A devastating analysis of the campaign and its false dawns was published last year in the New Yorker. Among the magic bullets regularly promised in the 70s and 80s were the immune boosters such as interferon and interluken-2, which turned out to be largely duds. "Hundreds of thousand of cancer patients underwent experimental treatments; in most cases the pain and discomfort caused by the side-effects were unaccompanied by any genuine benefit," concluded the author Jerome Groopman, chief of experimental medicine at Boston's Beth Israel Deaconess medical centre.

As a measure of the failure, Groopman quotes a controversial statistical analysis published in the New England Journal of Medicine, which found that, despite research budget of more than $8bn, there had actually been a 6% increase in cancer mortality between 1970 and 1994. The quarter of a percent dip that has showed up more recently was attributed to reduced cigarette smoking and improved screening, rather than to any breakthroughs in treatment.

So a degree of scepticism over the latest claims of a breakthrough seems in order and the truth is that the new generation of drugs are not working quite as well as the PR suggests. As a report in the New Scientist in December showed, resistance to Glivec can develop rapidly if it isn't given early enough, because rapidly dividing cells in a tumour is just the place to throw up a range of mutations that allow the tumour cells to become resistant. In the initial Erbitux trial, out of 125 seriously ill patients, only 27 of them saw their tumour shrink by more than 50% - a 22.5% response rate. That is double the normal rate for such sick patients, but still nowhere near a cure.

Given that these new sniper-rifle style treatments were supposed to replace the old blunderbuss approach of chemotherapy and radiotherapy, it's ironic that where they do seem to be scoring is in combination. In one study, the survival rates after a year for pancreatic cancer patients given Erbitux plus chemotherapy was 32.5% - double that of Erbitux on its own.
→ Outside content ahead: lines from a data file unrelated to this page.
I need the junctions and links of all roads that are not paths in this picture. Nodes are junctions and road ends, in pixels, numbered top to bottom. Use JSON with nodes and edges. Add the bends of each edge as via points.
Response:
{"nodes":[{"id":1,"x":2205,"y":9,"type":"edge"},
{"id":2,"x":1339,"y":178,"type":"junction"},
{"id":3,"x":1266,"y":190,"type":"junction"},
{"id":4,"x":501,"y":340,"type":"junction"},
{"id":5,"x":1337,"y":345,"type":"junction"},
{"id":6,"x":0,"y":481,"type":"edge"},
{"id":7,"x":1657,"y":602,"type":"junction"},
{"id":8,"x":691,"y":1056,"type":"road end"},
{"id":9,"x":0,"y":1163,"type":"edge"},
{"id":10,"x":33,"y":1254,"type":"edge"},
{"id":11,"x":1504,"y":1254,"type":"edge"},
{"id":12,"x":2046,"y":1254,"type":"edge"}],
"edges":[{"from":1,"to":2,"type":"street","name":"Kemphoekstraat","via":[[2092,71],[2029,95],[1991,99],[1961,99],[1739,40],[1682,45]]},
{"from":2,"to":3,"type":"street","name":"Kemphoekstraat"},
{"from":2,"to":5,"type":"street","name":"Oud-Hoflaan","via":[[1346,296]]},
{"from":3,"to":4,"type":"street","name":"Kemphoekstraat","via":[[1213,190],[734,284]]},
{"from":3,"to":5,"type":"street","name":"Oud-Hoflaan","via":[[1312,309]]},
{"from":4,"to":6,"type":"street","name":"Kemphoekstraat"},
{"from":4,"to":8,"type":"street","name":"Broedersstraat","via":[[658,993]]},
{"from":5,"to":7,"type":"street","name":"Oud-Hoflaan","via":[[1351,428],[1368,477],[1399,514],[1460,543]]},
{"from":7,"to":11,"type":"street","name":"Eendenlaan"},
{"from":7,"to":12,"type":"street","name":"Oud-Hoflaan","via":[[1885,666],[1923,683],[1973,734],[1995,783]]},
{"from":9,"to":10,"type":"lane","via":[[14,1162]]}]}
The real significance of these new drugs is not that they promise a cure, but that they may herald a new way of treating cancer. "Some day we may treat cancer as a chronic manageable disease, very much like we treat heart disease now," says Dr Judah Folkman, of Children's Hospital in Boston. The idea is that cancers only become deadly when they spread, so you keep them corralled with the new drugs and occasionally blast them with chemotherapy.

This is why the impossible moral calculation that Nice had to perform over Herceptin is going to become far more common, because the new approach will result in a massive increase in drug use. Instead of a relatively brief course of chemotherapy, the idea is to get cancer patients on to a cocktail of the new targeted drugs, which they may have to take for years. The current cost of chemotherapy is around £3,500 to £4,200 a year. Compare that with the monthly cost of £1,600 for Glivec, and some of the other new drugs are even more expensive.

But what is the alternative? Prevention is always the sensible option - US figures suggest that 500,000 cases of cancer might be prevented by changes in diet, physical activity and lifestyle, while an improvement in detection rates could increase survival rate after five years for accessible cancers, such as those of the breast, colon and cervix, from 61% to 95%.

But, of course, when it is your cancer and it's now, you want something, anything. So the question that is going to be asked with increasing frequency is: "Who's going to pay?"